For more than a decade, China has been pursuing the objective of developing its own, local, and competitive semiconductor ecosystem and becoming globally independent – with little success in terms of current manufacturing methods. This is mostly owing to the transnational value chain's high degree of specialization, which necessitates the development of process expertise and large investments in a single production or process step over decades. For example, the much-discussed EUV exposure machine from the Dutch firm ASML, which is crucial for cutting-edge chip fabrication, is built on more than two decades of research and development and a network of over 5000 suppliers. High subsidies alone will not cover this imbalance.
Added to that export restrictions that the USA imposed on China in October 2022 in order to slow down the country's production of state-of-the-art semiconductors or to freeze its capabilities in this area.  
 

As a result, China is still many years behind in terms of cutting-edge semiconductors. In terms of production capacity, the country's technical advancement in the domain of mature nodes, on the other hand, is exceptional. The entrance hurdles to the market are lower than in the cutting-edge domain. This is because American export rules do not apply here, and a comparable degree of invention, money, and process understanding is not required. China has unrestricted access to the machinery, development software, and contract manufacturers it requires. Taiwan leads in production capacity in the range of 20 to 45 nanometers, followed by China, which has more than three times the manufacturing capacity of Europe. Even older technology between 50 and 180 nanometers show a substantial difference.

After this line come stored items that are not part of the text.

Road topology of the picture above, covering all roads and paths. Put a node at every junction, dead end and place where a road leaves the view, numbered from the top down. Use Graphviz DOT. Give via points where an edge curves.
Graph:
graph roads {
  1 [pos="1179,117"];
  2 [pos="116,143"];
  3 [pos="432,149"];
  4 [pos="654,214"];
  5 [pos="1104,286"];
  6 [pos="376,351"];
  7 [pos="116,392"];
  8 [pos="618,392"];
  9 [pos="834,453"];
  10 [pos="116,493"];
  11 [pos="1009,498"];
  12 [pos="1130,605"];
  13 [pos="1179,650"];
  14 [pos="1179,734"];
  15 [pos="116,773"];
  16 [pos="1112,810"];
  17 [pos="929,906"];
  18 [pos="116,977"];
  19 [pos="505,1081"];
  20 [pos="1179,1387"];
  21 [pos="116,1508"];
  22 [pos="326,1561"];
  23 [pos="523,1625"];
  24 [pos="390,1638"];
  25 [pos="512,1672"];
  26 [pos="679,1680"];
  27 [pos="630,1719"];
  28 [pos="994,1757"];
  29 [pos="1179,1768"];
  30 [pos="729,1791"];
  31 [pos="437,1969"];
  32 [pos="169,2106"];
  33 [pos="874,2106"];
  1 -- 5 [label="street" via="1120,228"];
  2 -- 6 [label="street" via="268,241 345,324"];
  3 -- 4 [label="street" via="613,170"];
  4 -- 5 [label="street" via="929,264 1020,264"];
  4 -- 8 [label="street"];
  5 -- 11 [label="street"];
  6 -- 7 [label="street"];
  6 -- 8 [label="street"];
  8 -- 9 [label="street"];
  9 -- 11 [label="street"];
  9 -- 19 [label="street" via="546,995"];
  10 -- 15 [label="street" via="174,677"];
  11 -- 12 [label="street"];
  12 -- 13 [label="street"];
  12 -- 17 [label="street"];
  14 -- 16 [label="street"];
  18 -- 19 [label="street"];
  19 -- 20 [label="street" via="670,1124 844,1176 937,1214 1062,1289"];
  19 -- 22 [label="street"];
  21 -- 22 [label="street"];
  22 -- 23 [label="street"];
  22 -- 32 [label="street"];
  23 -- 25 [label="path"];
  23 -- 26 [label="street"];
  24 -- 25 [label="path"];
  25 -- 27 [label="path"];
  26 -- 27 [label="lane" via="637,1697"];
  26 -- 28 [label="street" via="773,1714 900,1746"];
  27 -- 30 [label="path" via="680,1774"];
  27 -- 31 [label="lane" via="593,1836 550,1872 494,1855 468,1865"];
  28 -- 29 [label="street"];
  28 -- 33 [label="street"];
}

China's manufacturing capability in this area is more than double that of Taiwan. In such cases, Japan, Europe, and the United States cannot do without manufacturing capacity in China and Taiwan, even if all three nations operate part of these older facilities locally.

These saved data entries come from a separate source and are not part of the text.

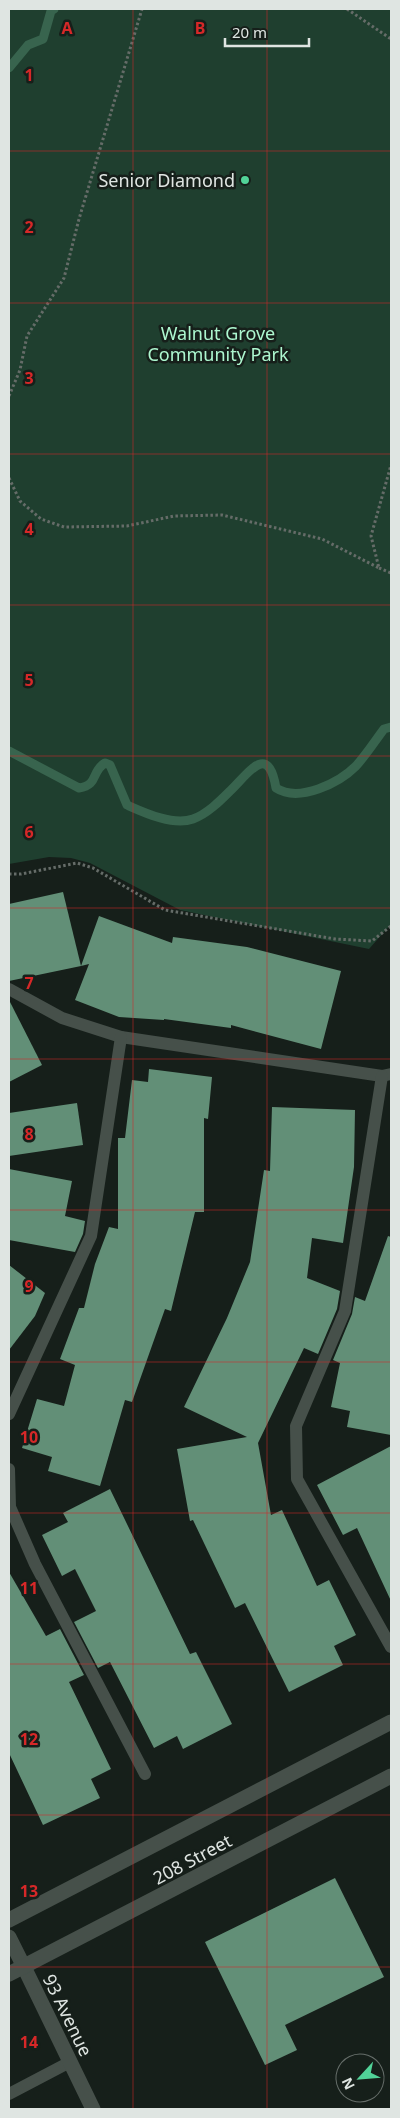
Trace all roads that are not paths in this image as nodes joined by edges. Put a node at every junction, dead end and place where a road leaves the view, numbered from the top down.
1 (9, 989) edge
2 (121, 1037) junction
3 (386, 1075) edge
4 (9, 1414) edge
5 (9, 1469) edge
6 (391, 1647) edge
7 (391, 1722) edge
8 (145, 1774) dead end
9 (391, 1776) edge
10 (9, 1920) edge
11 (9, 1937) edge
12 (24, 1966) junction
13 (9, 1974) edge
14 (70, 2062) junction
15 (9, 2094) edge
16 (93, 2109) edge

1 - 2 lane
2 - 3 lane
2 - 4 lane
3 - 6 lane
5 - 8 lane
7 - 10 main road, 208 Street
9 - 12 main road, 208 Street
11 - 12 main road, 93 Avenue
12 - 13 main road, 208 Street
12 - 14 main road, 93 Avenue
14 - 15 lane
14 - 16 main road, 93 Avenue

The global distribution of manufacturing capacity for mature nodes demonstrates that Europe's strength in this area has long been challenged by Chinese and Taiwanese companies, or European semiconductor companies have previously decided to relocate their production to the Asian region, for example, due to low labor and energy costs. And China, in particular, is actively working to develop this sector of manufacturing. SMIC, China's premier contract manufacturer, has announced the opening of three new mature node plants in Tianjin, Shanghai, and Beijing. Furthermore, the most recent US export constraints contribute to making older manufacturing an appealing field for China to grow its already dominant role unhindered: As a result, Europe may become increasingly reliant on mature Chinese nodes in the future.


Nevertheless, because these older production technologies do not qualify for subsidies for so-called new semiconductor manufacture, this element is presently not taken into account in the European Chips Act draft. Given the vital importance of these chips in the automotive, mechanical engineering, and healthcare industries, this gap in EU chip regulation seems inexplicable. It might be worthwhile to improve this: Meaningful discussions concerning the supply security of end-user sectors must also consider the critical importance of mature node manufacturing and draw inferences from dependence in this area. In order to strategically position itself, Europe must consider the entire spectrum of chip manufacture.


The author Julia Hess is a project manager at German think tank SNV.